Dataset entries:
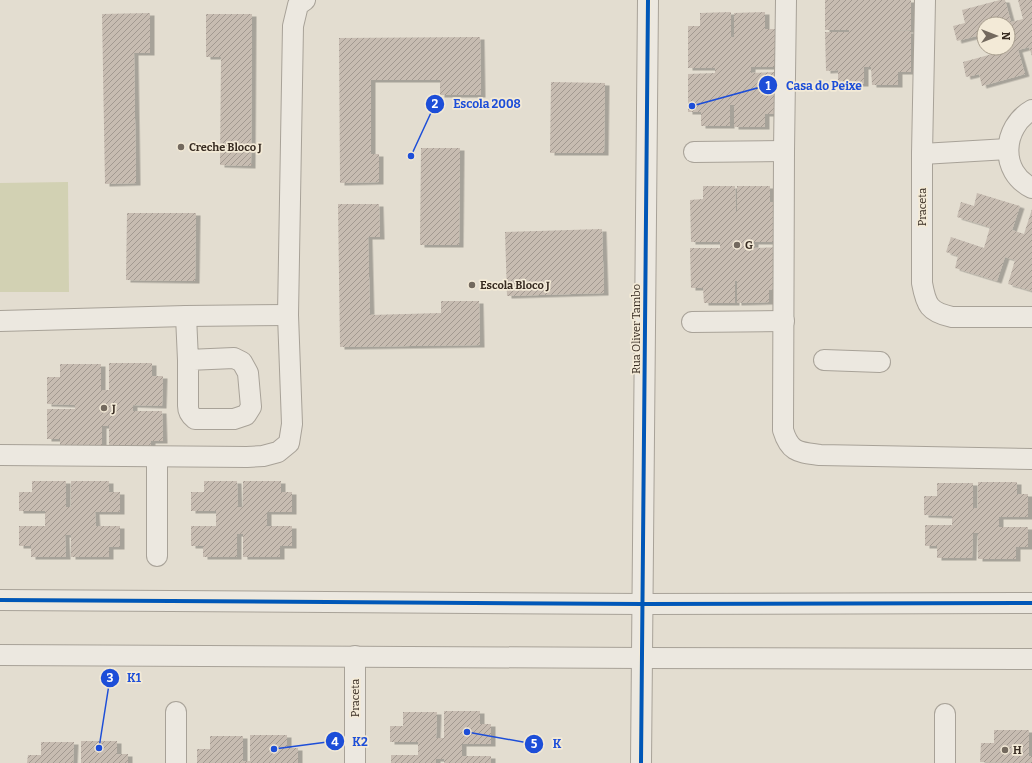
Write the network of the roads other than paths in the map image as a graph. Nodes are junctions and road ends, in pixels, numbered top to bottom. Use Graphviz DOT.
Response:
graph roads {
  1 [pos="648,0"];
  2 [pos="786,0"];
  3 [pos="925,0"];
  4 [pos="302,2"];
  5 [pos="1032,110"];
  6 [pos="1008,148"];
  7 [pos="784,151"];
  8 [pos="694,152"];
  9 [pos="922,154"];
  10 [pos="1032,188"];
  11 [pos="288,315"];
  12 [pos="186,316"];
  13 [pos="1032,317"];
  14 [pos="0,321"];
  15 [pos="784,321"];
  16 [pos="692,322"];
  17 [pos="188,360"];
  18 [pos="824,360"];
  19 [pos="880,362"];
  20 [pos="0,455"];
  21 [pos="157,457"];
  22 [pos="1032,459"];
  23 [pos="157,556"];
  24 [pos="0,600"];
  25 [pos="1032,603"];
  26 [pos="643,604"];
  27 [pos="0,655"];
  28 [pos="355,656"];
  29 [pos="642,658"];
  30 [pos="1032,659"];
  31 [pos="176,712"];
  32 [pos="945,714"];
  33 [pos="176,763"];
  34 [pos="355,763"];
  35 [pos="641,763"];
  36 [pos="945,763"];
  1 -- 26 [label="street, Rua Oliver Tambo"];
  2 -- 7 [label="street"];
  3 -- 9 [label="street, Praceta"];
  4 -- 11 [label="street"];
  5 -- 6 [label="street"];
  6 -- 9 [label="street"];
  6 -- 10 [label="street"];
  7 -- 8 [label="street"];
  7 -- 15 [label="street"];
  9 -- 13 [label="street, Praceta"];
  11 -- 12 [label="street"];
  11 -- 21 [label="street"];
  12 -- 14 [label="street"];
  12 -- 17 [label="street"];
  15 -- 16 [label="street"];
  15 -- 22 [label="street"];
  18 -- 19 [label="street"];
  20 -- 21 [label="street"];
  21 -- 23 [label="street"];
  24 -- 26 [label="street"];
  25 -- 26 [label="street"];
  26 -- 29 [label="street, Rua Oliver Tambo"];
  27 -- 28 [label="street"];
  28 -- 29 [label="street"];
  28 -- 34 [label="street, Praceta"];
  29 -- 30 [label="street"];
  29 -- 35 [label="street, Rua Oliver Tambo"];
  31 -- 33 [label="street"];
  32 -- 36 [label="street"];
}
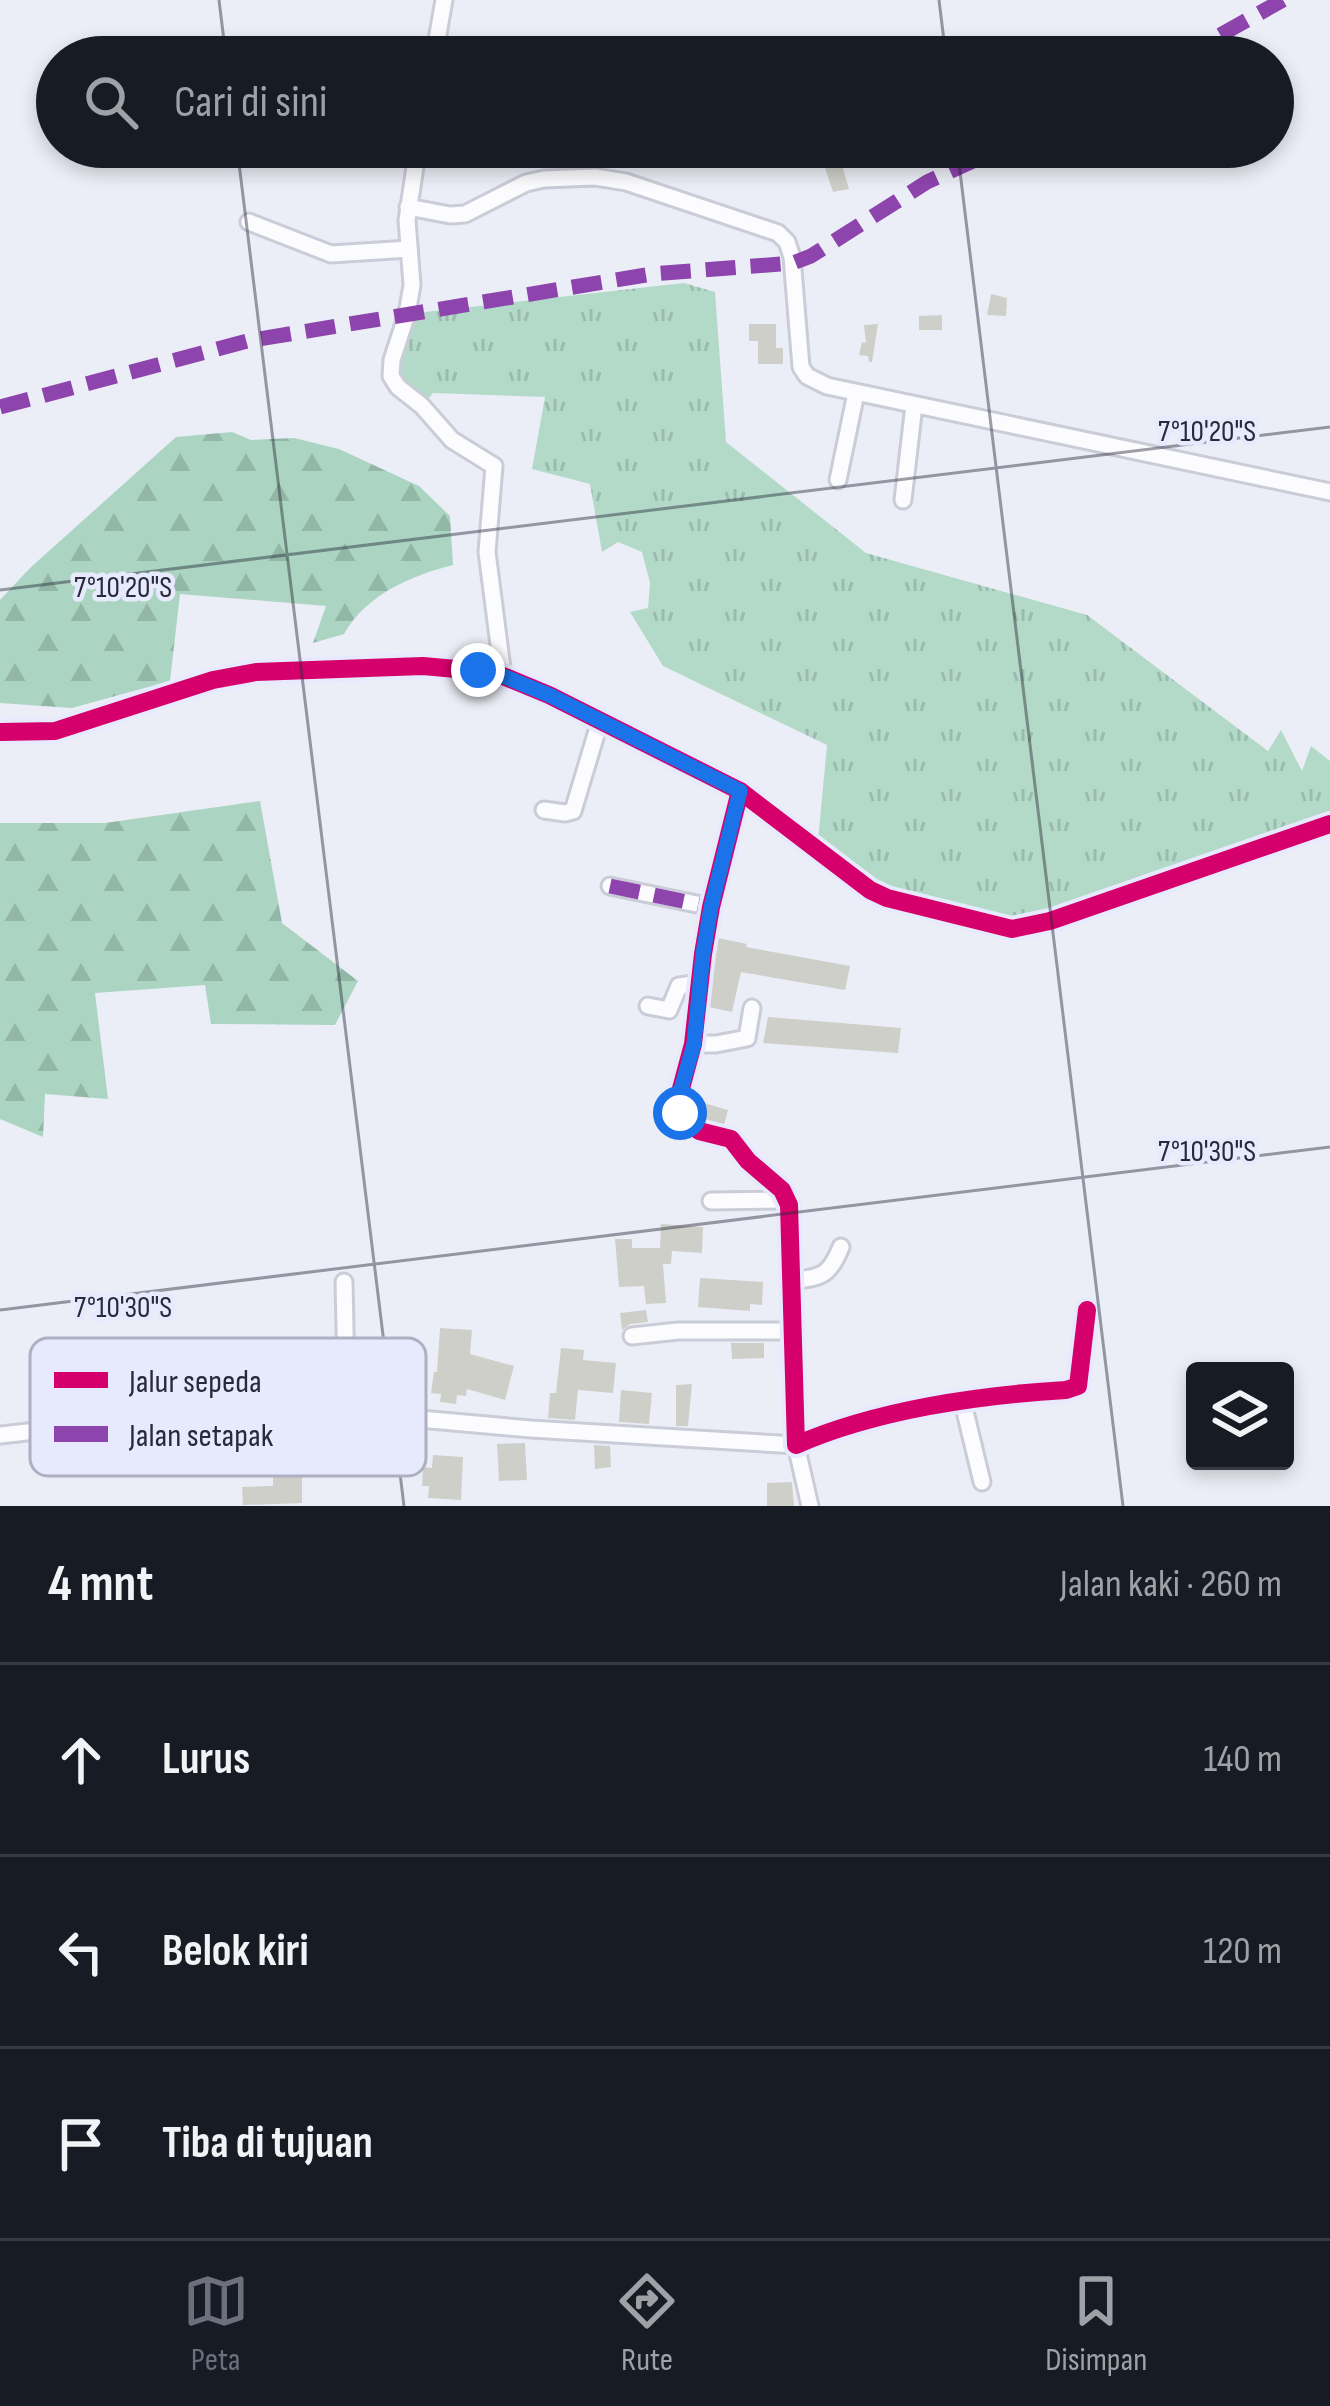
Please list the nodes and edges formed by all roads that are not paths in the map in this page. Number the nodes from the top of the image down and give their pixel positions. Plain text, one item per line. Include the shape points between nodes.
1 (444, 0) edge
2 (438, 36) edge
3 (414, 168) edge
4 (408, 207) junction
5 (249, 222) dead end
6 (409, 249) junction
7 (856, 393) junction
8 (914, 406) junction
9 (838, 480) dead end
10 (1330, 492) edge
11 (903, 500) dead end
12 (503, 676) junction
13 (600, 721) junction
14 (0, 732) edge
15 (740, 791) junction
16 (544, 810) dead end
17 (1330, 824) edge
18 (610, 886) dead end
19 (711, 907) junction
20 (700, 983) junction
21 (648, 1006) dead end
22 (752, 1008) dead end
23 (694, 1044) junction
24 (786, 1200) junction
25 (711, 1201) dead end
26 (841, 1247) dead end
27 (790, 1281) junction
28 (344, 1282) dead end
29 (1087, 1310) dead end
30 (793, 1331) junction
31 (632, 1336) dead end
32 (345, 1338) edge
33 (963, 1402) junction
34 (426, 1420) edge
35 (30, 1432) edge
36 (0, 1435) edge
37 (796, 1445) junction
38 (982, 1482) dead end
39 (811, 1506) edge

1 - 2 street
3 - 4 street
4 - 6 street
4 - 7 street via 465,214 526,184 595,177 778,233 789,249 801,367 816,381
5 - 6 street via 331,254
6 - 12 street via 410,301 393,382 452,440 494,466 487,553
7 - 8 street
7 - 9 street
8 - 10 street
8 - 11 street
12 - 13 street
12 - 14 street via 423,666 256,672 55,731
13 - 15 street
13 - 16 street via 573,811
15 - 17 street via 870,890 1012,928
15 - 19 street
18 - 19 street
19 - 20 street
20 - 21 street via 679,986 669,1010
20 - 23 street
22 - 23 street via 747,1038
23 - 24 street via 680,1113 699,1131 731,1139
24 - 25 street
24 - 27 street
26 - 27 street via 827,1273
27 - 30 street
28 - 32 street
29 - 33 street via 1078,1385
30 - 31 street
30 - 37 street
33 - 37 street
33 - 38 street
34 - 37 street
35 - 36 street
37 - 39 street

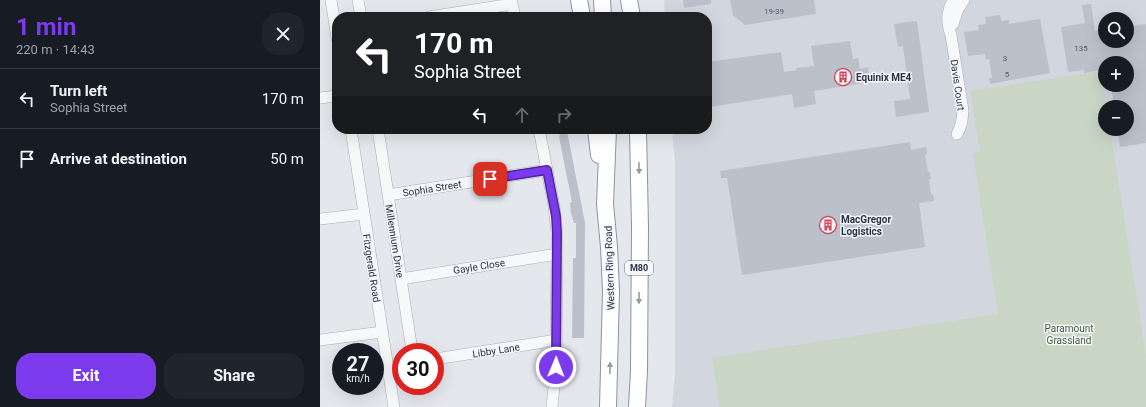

_Try it:_
Scan the data above and copy each line containing the word "image".

_The answer:_
Write the network of the roads other than paths in the map image as a graph. Nodes are junctions and road ends, in pixels, numbered top to bottom. Use Graphviz DOT.
Please list the nodes and edges formed by all roads that are not paths in the map in this page. Number the nodes from the top of the image down and give their pixel positions. Plain text, one item per line. Include the shape points between nodes.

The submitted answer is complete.